A Case for a Global Ecological Regime: How to Foster Resonance on a Planetary Scale
A Case for a Global Ecological Regime: How to Foster Resonance on a Planetary Scale
Tuesday, 8 July 2025: 00:00
Location: FSE015 (Faculty of Education Sciences (FSE))
Oral Presentation
The need for sustainability should be understood as the motivation of Ellis’ (2020) insight on the need of a global ecological law. This new branch of law would also entail a new way of articulation the notion of subjects of law. Drawing from the brief Latour’s (2014r) reformulation on the concept of natural law and the law of the nations, Ellis (2020) argues for a new law system focused on stabilizing expectations on how to save humanity from itself. The concept of Anthropocene unveiled the collective capacity of the humanity to change our planet in a geological scale: the planetary systems were not independent of the human actions, but our capacity to change the Earth would be pivotal on dictating how the planet would keep evolving. So, instead of a natural law that is transcendent to humanity and that could be only unveiled by specific prophets, law should be understood as a set of rules focused on ensuring our collective survival against the world that we are creating for ourselves. Sustainability, then, could be understood as a cognitive device to measure how our actions are impacting the planet, specifically if they are contributing to ensure our collective survival. That means that a global ecological law can be devised as a means of coordinating and synchronizing the actions of organizations towards our collective safety.

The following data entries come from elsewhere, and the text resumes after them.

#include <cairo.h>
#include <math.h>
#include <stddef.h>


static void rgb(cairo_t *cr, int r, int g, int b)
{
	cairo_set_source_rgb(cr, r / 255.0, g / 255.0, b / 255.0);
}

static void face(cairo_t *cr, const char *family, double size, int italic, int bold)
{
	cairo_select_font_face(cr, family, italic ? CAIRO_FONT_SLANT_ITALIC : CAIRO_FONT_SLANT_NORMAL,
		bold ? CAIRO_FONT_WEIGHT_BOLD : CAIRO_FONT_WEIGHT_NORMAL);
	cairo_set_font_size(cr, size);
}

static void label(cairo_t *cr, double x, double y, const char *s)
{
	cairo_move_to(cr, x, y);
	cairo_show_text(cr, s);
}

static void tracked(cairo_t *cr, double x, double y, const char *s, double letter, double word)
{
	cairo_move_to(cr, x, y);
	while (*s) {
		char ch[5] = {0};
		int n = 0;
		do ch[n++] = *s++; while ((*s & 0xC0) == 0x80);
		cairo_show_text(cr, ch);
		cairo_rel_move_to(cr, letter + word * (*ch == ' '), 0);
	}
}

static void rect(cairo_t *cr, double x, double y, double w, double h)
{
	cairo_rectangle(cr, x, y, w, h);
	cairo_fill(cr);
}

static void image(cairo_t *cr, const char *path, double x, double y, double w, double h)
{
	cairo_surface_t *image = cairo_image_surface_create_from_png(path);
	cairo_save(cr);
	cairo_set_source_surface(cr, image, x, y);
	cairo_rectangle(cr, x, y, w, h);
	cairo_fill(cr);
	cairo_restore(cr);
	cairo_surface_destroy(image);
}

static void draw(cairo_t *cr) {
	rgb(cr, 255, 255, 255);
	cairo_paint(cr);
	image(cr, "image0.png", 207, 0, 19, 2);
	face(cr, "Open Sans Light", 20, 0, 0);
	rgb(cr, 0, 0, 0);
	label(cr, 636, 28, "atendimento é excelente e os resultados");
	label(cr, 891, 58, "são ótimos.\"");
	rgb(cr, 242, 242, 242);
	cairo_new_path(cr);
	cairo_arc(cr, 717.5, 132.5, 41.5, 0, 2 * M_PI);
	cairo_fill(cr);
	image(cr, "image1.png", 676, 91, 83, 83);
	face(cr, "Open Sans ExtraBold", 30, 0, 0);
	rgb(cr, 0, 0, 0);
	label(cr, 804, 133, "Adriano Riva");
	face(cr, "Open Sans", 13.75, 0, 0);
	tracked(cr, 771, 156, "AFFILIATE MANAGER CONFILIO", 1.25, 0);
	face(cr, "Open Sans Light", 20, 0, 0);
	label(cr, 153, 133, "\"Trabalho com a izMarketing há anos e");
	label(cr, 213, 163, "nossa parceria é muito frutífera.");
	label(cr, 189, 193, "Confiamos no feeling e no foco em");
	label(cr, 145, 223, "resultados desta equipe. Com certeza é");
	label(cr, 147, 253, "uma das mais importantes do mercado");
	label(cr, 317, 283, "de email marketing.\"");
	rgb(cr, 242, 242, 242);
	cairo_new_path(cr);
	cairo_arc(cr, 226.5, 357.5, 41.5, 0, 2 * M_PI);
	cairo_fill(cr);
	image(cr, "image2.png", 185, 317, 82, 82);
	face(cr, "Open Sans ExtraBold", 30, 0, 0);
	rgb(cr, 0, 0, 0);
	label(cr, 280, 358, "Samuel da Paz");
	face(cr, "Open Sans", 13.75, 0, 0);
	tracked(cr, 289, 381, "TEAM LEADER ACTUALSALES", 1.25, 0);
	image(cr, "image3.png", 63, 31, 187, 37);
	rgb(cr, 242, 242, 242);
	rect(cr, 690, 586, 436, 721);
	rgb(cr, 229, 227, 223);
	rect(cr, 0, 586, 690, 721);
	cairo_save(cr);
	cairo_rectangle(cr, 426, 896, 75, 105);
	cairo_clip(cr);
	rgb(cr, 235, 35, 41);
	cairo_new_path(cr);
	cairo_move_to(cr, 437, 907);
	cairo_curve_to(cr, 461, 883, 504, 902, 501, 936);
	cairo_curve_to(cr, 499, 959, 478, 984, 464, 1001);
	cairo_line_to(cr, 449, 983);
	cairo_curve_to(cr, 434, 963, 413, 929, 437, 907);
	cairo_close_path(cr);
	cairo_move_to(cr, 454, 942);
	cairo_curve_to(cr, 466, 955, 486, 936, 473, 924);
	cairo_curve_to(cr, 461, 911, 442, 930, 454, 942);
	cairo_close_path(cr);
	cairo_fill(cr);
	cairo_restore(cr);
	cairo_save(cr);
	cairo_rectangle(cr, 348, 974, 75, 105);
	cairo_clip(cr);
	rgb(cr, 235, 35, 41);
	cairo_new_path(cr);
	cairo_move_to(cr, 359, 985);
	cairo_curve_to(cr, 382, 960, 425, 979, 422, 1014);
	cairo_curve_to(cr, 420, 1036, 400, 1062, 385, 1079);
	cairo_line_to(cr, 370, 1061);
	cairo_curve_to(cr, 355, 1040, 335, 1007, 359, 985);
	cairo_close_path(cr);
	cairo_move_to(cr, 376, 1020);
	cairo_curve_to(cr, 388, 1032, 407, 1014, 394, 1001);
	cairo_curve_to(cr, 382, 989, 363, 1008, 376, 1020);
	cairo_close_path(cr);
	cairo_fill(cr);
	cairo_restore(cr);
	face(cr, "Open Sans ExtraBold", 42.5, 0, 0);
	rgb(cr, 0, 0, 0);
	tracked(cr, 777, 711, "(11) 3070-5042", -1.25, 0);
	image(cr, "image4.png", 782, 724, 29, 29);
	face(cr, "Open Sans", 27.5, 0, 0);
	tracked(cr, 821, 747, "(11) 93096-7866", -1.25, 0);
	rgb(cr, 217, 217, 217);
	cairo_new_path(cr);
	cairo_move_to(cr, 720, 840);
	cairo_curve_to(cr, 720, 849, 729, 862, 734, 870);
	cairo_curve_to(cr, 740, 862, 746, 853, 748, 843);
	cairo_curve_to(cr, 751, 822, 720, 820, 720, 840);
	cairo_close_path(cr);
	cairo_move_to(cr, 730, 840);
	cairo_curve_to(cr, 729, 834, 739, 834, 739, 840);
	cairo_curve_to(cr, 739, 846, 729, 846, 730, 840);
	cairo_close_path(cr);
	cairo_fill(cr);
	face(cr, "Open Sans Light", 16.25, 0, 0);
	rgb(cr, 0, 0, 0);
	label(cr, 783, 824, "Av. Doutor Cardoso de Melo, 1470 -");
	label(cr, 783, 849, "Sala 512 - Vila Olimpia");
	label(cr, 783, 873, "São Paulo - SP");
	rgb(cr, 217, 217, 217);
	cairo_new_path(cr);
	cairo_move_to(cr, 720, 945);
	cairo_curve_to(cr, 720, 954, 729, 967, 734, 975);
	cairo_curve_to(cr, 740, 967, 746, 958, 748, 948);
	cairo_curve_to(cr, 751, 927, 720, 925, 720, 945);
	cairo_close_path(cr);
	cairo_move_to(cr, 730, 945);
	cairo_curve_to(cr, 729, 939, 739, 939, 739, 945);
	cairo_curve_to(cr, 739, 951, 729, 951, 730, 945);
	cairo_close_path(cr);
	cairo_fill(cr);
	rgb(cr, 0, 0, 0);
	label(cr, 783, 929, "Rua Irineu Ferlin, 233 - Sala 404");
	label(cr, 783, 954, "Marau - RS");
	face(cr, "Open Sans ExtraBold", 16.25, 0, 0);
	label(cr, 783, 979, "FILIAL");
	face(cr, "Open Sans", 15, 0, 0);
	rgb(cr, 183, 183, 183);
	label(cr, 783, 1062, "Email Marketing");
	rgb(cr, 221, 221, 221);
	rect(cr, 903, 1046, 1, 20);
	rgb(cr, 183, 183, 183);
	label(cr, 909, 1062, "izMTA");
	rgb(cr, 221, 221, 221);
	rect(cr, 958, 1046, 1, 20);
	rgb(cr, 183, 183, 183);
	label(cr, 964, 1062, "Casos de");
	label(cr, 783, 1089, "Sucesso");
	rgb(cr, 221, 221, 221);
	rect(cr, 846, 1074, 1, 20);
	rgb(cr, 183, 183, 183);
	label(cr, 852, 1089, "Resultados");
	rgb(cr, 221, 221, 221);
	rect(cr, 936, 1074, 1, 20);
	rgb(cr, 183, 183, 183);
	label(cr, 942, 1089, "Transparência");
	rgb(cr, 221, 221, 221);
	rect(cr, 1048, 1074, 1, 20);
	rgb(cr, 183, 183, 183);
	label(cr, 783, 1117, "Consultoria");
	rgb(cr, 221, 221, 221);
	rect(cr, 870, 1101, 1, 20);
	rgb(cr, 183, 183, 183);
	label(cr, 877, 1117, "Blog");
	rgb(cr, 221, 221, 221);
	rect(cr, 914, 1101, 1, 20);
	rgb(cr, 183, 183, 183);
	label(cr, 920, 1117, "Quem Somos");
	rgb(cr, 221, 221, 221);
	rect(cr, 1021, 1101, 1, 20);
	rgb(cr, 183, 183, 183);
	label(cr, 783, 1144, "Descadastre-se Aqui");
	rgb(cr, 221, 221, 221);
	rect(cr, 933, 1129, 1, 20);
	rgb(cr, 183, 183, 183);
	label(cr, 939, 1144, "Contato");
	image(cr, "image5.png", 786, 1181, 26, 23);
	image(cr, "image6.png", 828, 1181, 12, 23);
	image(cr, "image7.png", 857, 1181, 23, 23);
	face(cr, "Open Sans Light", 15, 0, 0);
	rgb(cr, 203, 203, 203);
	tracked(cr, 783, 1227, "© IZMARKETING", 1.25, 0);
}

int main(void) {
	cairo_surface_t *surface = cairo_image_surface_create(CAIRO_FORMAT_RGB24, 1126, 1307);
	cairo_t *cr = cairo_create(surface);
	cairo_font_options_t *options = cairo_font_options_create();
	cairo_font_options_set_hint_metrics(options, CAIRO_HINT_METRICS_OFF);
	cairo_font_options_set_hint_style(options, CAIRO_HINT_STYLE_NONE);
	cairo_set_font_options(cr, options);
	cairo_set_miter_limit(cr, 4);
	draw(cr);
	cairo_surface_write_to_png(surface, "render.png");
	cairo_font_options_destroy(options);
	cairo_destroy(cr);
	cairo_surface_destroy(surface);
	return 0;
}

This law would operate through a system based on science and law, creating a regime following Teubners concepts. The code sustainable/unsustainable would ensure a stronger resonance (Luhmann, 1986) between society and its physical environment. That should happen through the cognitive dispositions of science, that would select the communications about the physical environment, and of law, that would then process that information in terms of its relevance to a governance system of rules on global ecology.